Why is Whole Wheat Banana Bread Healthy?

Whole wheat is healthier because it includes the bran. That bran has fiber in it and we all know the benefits of added fiber in our diets. That’s one reason this whole wheat banana bread is healthier than a typical recipe. That said, I’ve also reduced the sugar content too.

Honestly, I was so happy when I decided to make banana bread with whole wheat flour. I love the idea of making this moist quick bread a little bit healthier!

Truth be told, I think this is the best ever banana bread! But don’t tell my other vegan banana bread recipe. It’s pretty good too! I think you could set the two side-by-side, and you wouldn’t be able to tell this one is the healthier, low sugar, whole wheat version. That’s impressive!

What if you don’t have ripe bananas?

If your bananas are not ripe, there’s an easy trick to get yellow bananas ready for banana bread — bake them! Here’s how you do it. Place unpeeled, individual bananas on a baking sheet and bake for approximately 30 minutes at 300°F. The first thing you’ll notice is that the outside of the banana skins will turn black. That’s a good sign they’re getting tender and sweet inside.

Remove the pan from the oven and allow them to cool. Now you can peel the bananas and use them to make bread.

How to Mash Bananas

There are many ways to mash bananas for your bananas recipes. First things first, you need to peel them. For the fork method, place the bananas on a plate and use a fork to mash away. You can also use an electric mixer. To that, place the bananas in a mixing bowl and use a mixer on medium to medium-low speed. My favorite tool is the food processor. Place the bananas in a food processor bowl and pulse in quick bursts until the bananas are mashed.

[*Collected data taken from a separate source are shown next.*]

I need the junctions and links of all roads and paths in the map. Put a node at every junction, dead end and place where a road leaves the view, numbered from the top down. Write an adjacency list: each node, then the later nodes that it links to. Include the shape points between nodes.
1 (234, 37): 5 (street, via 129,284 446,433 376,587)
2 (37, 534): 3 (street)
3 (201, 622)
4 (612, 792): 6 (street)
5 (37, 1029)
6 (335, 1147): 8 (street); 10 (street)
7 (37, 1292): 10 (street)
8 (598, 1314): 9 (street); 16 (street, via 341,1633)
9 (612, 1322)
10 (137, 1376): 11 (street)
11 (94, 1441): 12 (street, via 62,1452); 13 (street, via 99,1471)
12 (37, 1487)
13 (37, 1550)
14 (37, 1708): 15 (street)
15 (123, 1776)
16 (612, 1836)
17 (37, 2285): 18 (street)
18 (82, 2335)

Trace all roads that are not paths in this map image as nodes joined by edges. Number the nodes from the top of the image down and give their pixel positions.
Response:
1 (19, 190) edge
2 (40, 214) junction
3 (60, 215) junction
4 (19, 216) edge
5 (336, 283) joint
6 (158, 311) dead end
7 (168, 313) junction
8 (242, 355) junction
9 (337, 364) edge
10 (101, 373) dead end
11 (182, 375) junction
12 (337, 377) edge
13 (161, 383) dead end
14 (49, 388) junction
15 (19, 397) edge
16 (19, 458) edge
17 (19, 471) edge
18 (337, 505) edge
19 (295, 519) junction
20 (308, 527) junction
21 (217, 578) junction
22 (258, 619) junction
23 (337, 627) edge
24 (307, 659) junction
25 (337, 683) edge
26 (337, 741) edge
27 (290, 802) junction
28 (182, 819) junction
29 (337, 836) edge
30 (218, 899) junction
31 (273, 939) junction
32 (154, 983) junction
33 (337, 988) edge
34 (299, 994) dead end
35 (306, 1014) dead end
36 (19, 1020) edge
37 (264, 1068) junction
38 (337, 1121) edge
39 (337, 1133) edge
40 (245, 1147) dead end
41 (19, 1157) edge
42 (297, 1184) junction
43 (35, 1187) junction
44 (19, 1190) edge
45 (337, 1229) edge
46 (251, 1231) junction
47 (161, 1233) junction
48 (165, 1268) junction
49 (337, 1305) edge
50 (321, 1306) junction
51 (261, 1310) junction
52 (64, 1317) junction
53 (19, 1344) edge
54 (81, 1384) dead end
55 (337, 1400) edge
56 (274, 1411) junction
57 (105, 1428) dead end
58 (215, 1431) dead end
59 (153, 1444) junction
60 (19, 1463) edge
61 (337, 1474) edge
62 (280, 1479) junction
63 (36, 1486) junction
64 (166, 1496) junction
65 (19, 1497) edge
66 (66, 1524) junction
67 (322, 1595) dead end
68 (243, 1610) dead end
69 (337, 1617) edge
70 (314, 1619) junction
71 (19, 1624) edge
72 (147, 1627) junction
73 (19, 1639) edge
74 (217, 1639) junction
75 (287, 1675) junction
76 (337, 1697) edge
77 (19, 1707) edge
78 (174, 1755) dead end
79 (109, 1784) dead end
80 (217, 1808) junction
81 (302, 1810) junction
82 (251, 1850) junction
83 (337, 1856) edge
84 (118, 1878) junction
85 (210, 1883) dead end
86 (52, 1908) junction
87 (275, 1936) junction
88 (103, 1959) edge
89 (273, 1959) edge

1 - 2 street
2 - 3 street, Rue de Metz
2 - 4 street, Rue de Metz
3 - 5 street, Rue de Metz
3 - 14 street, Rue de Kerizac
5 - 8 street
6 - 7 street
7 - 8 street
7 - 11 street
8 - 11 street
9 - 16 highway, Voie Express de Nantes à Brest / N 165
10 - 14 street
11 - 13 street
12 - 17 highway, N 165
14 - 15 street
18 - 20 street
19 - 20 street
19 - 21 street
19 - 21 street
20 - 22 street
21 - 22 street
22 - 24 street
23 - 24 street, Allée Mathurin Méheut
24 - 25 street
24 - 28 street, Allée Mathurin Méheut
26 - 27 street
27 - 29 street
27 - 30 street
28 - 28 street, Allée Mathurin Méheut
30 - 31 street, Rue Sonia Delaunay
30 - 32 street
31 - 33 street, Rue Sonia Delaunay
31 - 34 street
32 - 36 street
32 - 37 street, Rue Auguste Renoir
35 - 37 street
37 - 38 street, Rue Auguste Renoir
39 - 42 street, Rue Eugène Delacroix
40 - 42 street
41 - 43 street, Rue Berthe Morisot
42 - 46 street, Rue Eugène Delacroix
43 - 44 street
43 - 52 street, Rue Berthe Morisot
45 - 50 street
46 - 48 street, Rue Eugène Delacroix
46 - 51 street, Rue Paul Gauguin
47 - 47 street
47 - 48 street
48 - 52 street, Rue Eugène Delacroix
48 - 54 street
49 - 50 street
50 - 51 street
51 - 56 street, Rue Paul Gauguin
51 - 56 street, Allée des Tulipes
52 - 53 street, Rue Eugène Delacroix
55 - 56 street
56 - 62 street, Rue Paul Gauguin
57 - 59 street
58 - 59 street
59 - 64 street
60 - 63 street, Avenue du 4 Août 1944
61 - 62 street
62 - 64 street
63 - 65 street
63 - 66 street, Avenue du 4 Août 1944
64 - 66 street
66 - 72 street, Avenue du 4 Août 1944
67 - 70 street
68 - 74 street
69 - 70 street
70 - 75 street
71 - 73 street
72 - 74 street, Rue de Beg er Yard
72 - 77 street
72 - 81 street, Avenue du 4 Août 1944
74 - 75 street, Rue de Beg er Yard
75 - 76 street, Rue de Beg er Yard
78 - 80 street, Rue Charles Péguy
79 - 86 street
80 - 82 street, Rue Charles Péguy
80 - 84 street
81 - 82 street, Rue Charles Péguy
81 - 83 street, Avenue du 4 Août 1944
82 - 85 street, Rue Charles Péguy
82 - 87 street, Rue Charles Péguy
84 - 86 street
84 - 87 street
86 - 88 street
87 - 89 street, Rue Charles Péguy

Whichever process you use, be sure to leave some texture of the bananas because that will increase the banana flavor in your bread.

Banana Bread Ingredients

I’m so happy to tell you that this recipe has only nine ingredients. I pared it down to the most basic, best ingredients necessary. I also love that they’re all fairly available ingredients.

  • Ripe bananas — I used 4 small bananas. You could also get by with 3 large bananas. See my tips above if you don’t have ripe bananas.
  • Vegetable oil — We’ll use just a bit of vegetable oil for the moist texture.
  • Coconut sugar — I love using coconut sugar because I think it’s a bit healthier and the caramel flavor is nice too. No coconut sugar? Substitute brown sugar, granulated sugar, or even maple syrup.
  • Apple cider vinegar — It seems strange to add vinegar to a quick bread, but it works. The vinegar activates the baking soda causing a chemical reaction (you can hear it bubbling when you combine the wet and dry ingredients). This creates lift, resulting in a moist crumb.
  • Water — Yes, it’s tempting to use plant-based milk, however, the goal is to activate the flour’s gluten to create structure. Water does the trick just right.
  • Whole wheat flour — I used basic whole wheat flour, although you could use white whole wheat flour or whole wheat pastry flour.
  • Baking soda — I’m relying on the baking soda combined with the vinegar to give this banana bread its high rise in the middle.
  • Salt — We’ll use just a little bit of salt to enhance the flavor of the sweetness
  • Walnuts — I toasted whole walnuts in the oven for 5 – 7 minutes (don’t bake them too long or they’ll burn). Then I let them cool and chopped them. I find toasted walnuts yield the most flavor. If you don’t want a nut bread, simply leave them out or substitute some dark chocolate chips.

What’s Missing?

Here’s what you don’t see in this recipe:

  • Vanilla extract — I use high-quality vanilla extract, but not with this banana bread. In fact, I’ve been guilty of adding vanilla extract out of habit, but it’s not necessary for a recipe as flavorful as a banana quick bread.
  • Applesauce — A lot of banana bread recipes call for applesauce, but I find it makes the bread gummy in the middle, even when baked longer.
  • Eggs — Another completely unnecessary ingredient is eggs. Of course, I’m a vegan baker so I never cook with eggs. That said, many recipes don’t need any eggs at all. In fact, bananas are a common egg replacer, so you never need eggs in a banana bread recipe.
A slice of banana bread sits in front of the rest of the loaf. There's a measuring cup with whole wheat flour and a bowl with walnuts behind it.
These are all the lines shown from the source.